Den Zweiten Weltkrieg überstand das Gelände halbwegs unversehrt. Nachdem es erst 1949 auf Befehl der sowjetischen Militäradministration enteignet war, ging es 1950 in Volkseigentum in Rechtsträgerschaft der „Zentrag“ über. Im Jahr 1973 wurde der Pfefferberg dann der Kommunalen Wohnungsverwaltung KWV übereignet. Kleinere Firmen und Ämter wurden von da an hier untergebracht. 1987 entstand an der Bauakademie ein Konzept für ein Jugendzentrum mit einer teilweisen gewerblichen Nutzung.

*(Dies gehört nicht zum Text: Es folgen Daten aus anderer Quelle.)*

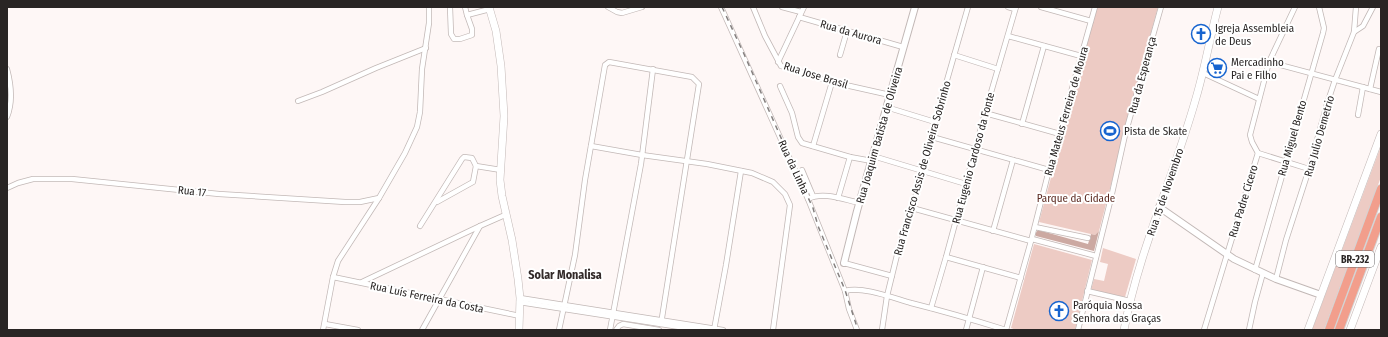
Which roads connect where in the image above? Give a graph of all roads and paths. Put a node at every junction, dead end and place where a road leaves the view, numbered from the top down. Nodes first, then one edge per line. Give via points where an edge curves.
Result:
1 (429, 7) edge
2 (450, 7) edge
3 (465, 7) edge
4 (608, 7) edge
5 (642, 7) edge
6 (721, 7) edge
7 (753, 7) edge
8 (782, 7) edge
9 (915, 7) edge
10 (968, 7) edge
11 (1008, 7) edge
12 (1041, 7) edge
13 (1095, 7) edge
14 (1160, 7) edge
15 (1218, 7) edge
16 (1295, 7) edge
17 (1319, 7) edge
18 (1356, 7) edge
19 (1374, 7) edge
20 (490, 8) edge
21 (1015, 8) edge
22 (1054, 9) edge
23 (801, 12) edge
24 (467, 15) junction
25 (1091, 21) junction
26 (848, 31) junction
27 (1354, 32) junction
28 (1008, 36) junction
29 (1044, 46) junction
30 (903, 47) junction
31 (426, 48) junction
32 (1379, 49) dead end
33 (840, 55) dead end
34 (954, 55) junction
35 (1081, 56) junction
36 (778, 62) junction
37 (1269, 62) junction
38 (7, 68) edge
39 (653, 69) junction
40 (998, 69) junction
41 (1203, 73) junction
42 (1311, 73) junction
43 (1335, 80) junction
44 (832, 82) junction
45 (780, 86) dead end
46 (1363, 87) junction
47 (1370, 89) junction
48 (1381, 92) edge
49 (890, 95) junction
50 (1259, 99) junction
51 (298, 101) dead end
52 (886, 107) junction
53 (985, 113) junction
54 (1358, 115) dead end
55 (7, 117) edge
56 (935, 122) junction
57 (1022, 124) junction
58 (1060, 134) junction
59 (1381, 134) edge
60 (932, 137) junction
61 (591, 146) junction
62 (813, 146) junction
63 (976, 149) junction
64 (1258, 153) junction
65 (642, 155) junction
66 (850, 157) junction
67 (872, 158) junction
68 (1013, 160) junction
69 (1286, 161) junction
70 (687, 162) junction
71 (476, 166) junction
72 (1309, 169) junction
73 (501, 170) junction
74 (802, 170) dead end
75 (1049, 170) junction
76 (741, 171) junction
77 (923, 172) junction
78 (966, 184) junction
79 (7, 188) edge
80 (1381, 189) edge
81 (378, 198) junction
82 (810, 198) junction
83 (838, 198) junction
84 (435, 202) junction
85 (860, 203) junction
86 (1159, 207) junction
87 (912, 208) junction
88 (505, 215) junction
89 (1381, 217) edge
90 (956, 221) junction
91 (420, 226) dead end
92 (480, 226) junction
93 (1035, 226) junction
94 (993, 231) junction
95 (1088, 238) dead end
96 (1032, 240) junction
97 (1381, 247) edge
98 (1226, 255) junction
99 (1096, 256) junction
100 (946, 257) junction
101 (844, 263) joint
102 (983, 267) junction
103 (1255, 270) junction
104 (1264, 273) junction
105 (892, 276) junction
106 (334, 277) junction
107 (1021, 278) junction
108 (1276, 279) junction
109 (362, 283) junction
110 (845, 291) junction
111 (1087, 291) junction
112 (1321, 295) junction
113 (887, 296) junction
114 (439, 300) junction
115 (519, 300) junction
116 (1130, 301) junction
117 (563, 307) junction
118 (931, 308) junction
119 (613, 315) junction
120 (520, 316) junction
121 (969, 318) junction
122 (661, 322) junction
123 (325, 324) junction
124 (714, 329) edge
125 (323, 330) edge
126 (358, 330) edge
127 (422, 330) edge
128 (519, 330) edge
129 (559, 330) edge
130 (610, 330) edge
131 (616, 330) edge
132 (659, 330) edge
133 (699, 330) edge
134 (723, 330) edge
135 (773, 330) edge
136 (857, 330) edge
137 (882, 330) edge
138 (966, 330) edge
139 (1006, 330) edge
140 (1078, 330) edge
141 (1124, 330) edge
142 (1204, 330) edge
143 (1249, 330) edge
144 (1308, 330) edge
145 (1329, 330) edge
146 (1339, 330) edge
147 (1350, 330) edge

1 - 31 street
2 - 24 street via 451,34 454,39 472,34
3 - 24 street
4 - 5 street via 622,13
6 - 82 street, Rua da Linha
7 - 36 street, Rua Jose Brasil
8 - 23 street, Rua da Aurora
9 - 30 street, Rua Joaquim Batista de Oliveira
10 - 34 street, Rua Francisco Assis de Oliveira Sobrinho
11 - 21 street
12 - 22 street
13 - 25 street, Rua Mateus Ferreira de Moura
14 - 99 street, Rua da Esperança via 1125,135
15 - 41 main road, Rua 15 de Novembro
16 - 37 street, Rua Padre Cicero
17 - 42 street, Rua Miguel Bento via 1324,31
18 - 27 street
19 - 27 street via 1363,26
20 - 24 street
20 - 73 main road via 498,42 503,87
21 - 28 street, Rua Eugenio Cardoso da Fonte
22 - 25 street
23 - 26 street, Rua da Aurora
23 - 36 street
25 - 35 street, Rua Mateus Ferreira de Moura
26 - 30 street, Rua da Aurora
26 - 33 street
27 - 43 street, Rua Julio Demetrio
28 - 29 street
28 - 40 street, Rua Eugenio Cardoso da Fonte
29 - 35 street
29 - 57 street
30 - 49 street, Rua Joaquim Batista de Oliveira
31 - 51 street
31 - 81 street via 417,127
32 - 47 street
34 - 40 street
34 - 56 street, Rua Francisco Assis de Oliveira Sobrinho
35 - 58 street, Rua Mateus Ferreira de Moura
36 - 44 street, Rua Jose Brasil via 781,66
37 - 42 street
37 - 50 street, Rua Padre Cicero
38 - 55 street via 11,100
39 - 61 street via 609,62 605,64
39 - 65 street
39 - 70 street via 692,77 699,84
40 - 53 street, Rua Eugenio Cardoso da Fonte
41 - 50 street
41 - 86 main road, Rua 15 de Novembro
42 - 43 street
42 - 69 street, Rua Miguel Bento
43 - 46 street
43 - 72 street, Rua Julio Demetrio
44 - 49 street, Rua Jose Brasil
44 - 62 street
45 - 62 street via 800,141
46 - 47 street
46 - 54 street
47 - 48 street
49 - 52 street, Rua Joaquim Batista de Oliveira
50 - 64 street, Rua Padre Cicero via 1250,135
52 - 56 street
52 - 67 street, Rua Joaquim Batista de Oliveira
53 - 57 street
53 - 63 street, Rua Eugenio Cardoso da Fonte
56 - 60 street, Rua Francisco Assis de Oliveira Sobrinho
57 - 58 street
58 - 75 street, Rua Mateus Ferreira de Moura
59 - 112 main road
60 - 63 street
60 - 77 street, Rua Francisco Assis de Oliveira Sobrinho
61 - 65 street
61 - 117 street via 575,255
62 - 66 street
63 - 68 street
63 - 78 street, Rua Eugenio Cardoso da Fonte
64 - 69 street
64 - 98 street, Rua Padre Cicero
65 - 70 street
65 - 119 street
66 - 67 street
66 - 83 street
67 - 77 street
67 - 85 street, Rua Joaquim Batista de Oliveira
68 - 75 street
68 - 94 street
69 - 72 street
69 - 103 street, Rua Miguel Bento
70 - 76 street
70 - 122 street
71 - 73 street
71 - 84 street via 473,182
71 - 84 street via 472,158 462,158
72 - 108 street, Rua Julio Demetrio
73 - 88 main road
74 - 82 street via 810,188
75 - 93 street, Rua Mateus Ferreira de Moura
76 - 124 street
76 - 135 street via 773,182 785,194 790,205
77 - 78 street
77 - 87 street, Rua Francisco Assis de Oliveira Sobrinho
78 - 90 street, Rua Eugenio Cardoso da Fonte
79 - 81 street, Rua 17 via 33,179 72,179 220,194 345,202
80 - 145 highway, BR-232
81 - 106 street via 338,262
82 - 83 street
82 - 110 street, Rua da Linha
83 - 85 street
84 - 91 street
85 - 101 street, Rua Joaquim Batista de Oliveira
86 - 98 street
86 - 116 main road, Rua 15 de Novembro
87 - 90 street
87 - 105 street, Rua Francisco Assis de Oliveira Sobrinho
88 - 92 street
88 - 115 main road via 516,262
89 - 146 highway, BR-232
90 - 94 street
90 - 100 street, Rua Eugenio Cardoso da Fonte
92 - 109 street
92 - 114 street
93 - 95 street
93 - 96 street, Rua Mateus Ferreira de Moura
94 - 96 street
96 - 99 street
96 - 107 street, Rua Mateus Ferreira de Moura
97 - 147 main road
98 - 103 street
98 - 142 street, Rua Padre Cicero
99 - 111 street, Rua da Esperança
100 - 102 street
100 - 118 street, Rua Eugenio Cardoso da Fonte
101 - 105 street
102 - 107 street
102 - 121 street
103 - 104 street
104 - 108 street
104 - 143 street
105 - 113 street, Rua Francisco Assis de Oliveira Sobrinho
106 - 109 street, Rua Luís Ferreira da Costa
106 - 123 street
107 - 139 street, Rua Mateus Ferreira de Moura
108 - 112 street
109 - 114 street, Rua Luís Ferreira da Costa
110 - 113 street via 863,291
110 - 136 street, Rua da Linha
111 - 116 street
111 - 140 street, Rua da Esperança
112 - 144 main road
113 - 118 street
113 - 137 street, Rua Francisco Assis de Oliveira Sobrinho
114 - 120 street, Rua Luís Ferreira da Costa
114 - 127 street
115 - 117 street
115 - 120 main road
116 - 141 main road, Rua 15 de Novembro
117 - 119 street
117 - 129 street
118 - 121 street
119 - 122 street
119 - 130 street
120 - 128 main road
121 - 138 street
121 - 139 street
122 - 124 street
122 - 133 street
123 - 125 street
123 - 126 street
124 - 134 street
131 - 132 street via 623,324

Die Gesamtanlage der Brauerei Pfeffer mit ihren einundzwanzig erhaltenen Gebäuden steht seit 1990 unter Denkmalschutz. Der Restaurationsgarten ist seit 1997 als Gartendenkmal eingetragen. Erneute Ausarbeitungen eines Gesamtkonzeptes für das ehemalige Brauereigelände erfolgten 1990 mit Beteiligung von Anwohnern, Künstlern und Gewerbetreibenden und dem von diesen gegründeten „Verein Pfefferberg“. Nach 1991 gab es teilweisen Leerstand. Ab 1992 gehörte das Areal je zur Hälfte dem Land Berlin und dem Bund. Die folgende Sanierung zog sich, wegen der nicht klaren Eigentumsverhältnisse. Erst 1999 wurde ein Kaufvertrag zwischen der Oberfinanzdirektion und der „Pfefferberg gGmbH“ unterzeichnet und erst 2001 mit der Sanierung, deren Kosten auf ca. 51 Mio. DM kalkuliert wurden, ab 2003 begonnen. Im Mai 2008 eröffneten unter anderen ein Restaurant und ein Hostel auf dem Gelände, im November 2009 ein weiteres Restaurant. Im Juni/Juli 2012 hatte das von der Stiftung Guggenheim mit dem Autohersteller BMW entwickelte Guggenheim-Lab, ein „Forschungslabor“, in dem in verschiedenen Großstädten weltweit Fragen des modernen städtischen Lebens diskutiert werden sollten, nach dessen Ablehnung in Berlin-Kreuzberg seinen Berliner Standort auf dem Pfefferberg.
In der ehemaligen Schankhalle am Biergarten eröffnete im Herbst 2013 das Pfefferberg Theater, zudem wird hier nun Pfefferbräu, ein in Handarbeit hergestelltes Bier angeboten. Das Erdgeschoss der Häuser 8 und 8a beherbergt die Ausstellungsräume des Architekturforums Aedes, das wechselnde Ausstellungen zur internationalen Baukultur und Architektur bietet. Dem angeschlossen sind Seminar- und Veranstaltungsräume in Haus 10/11.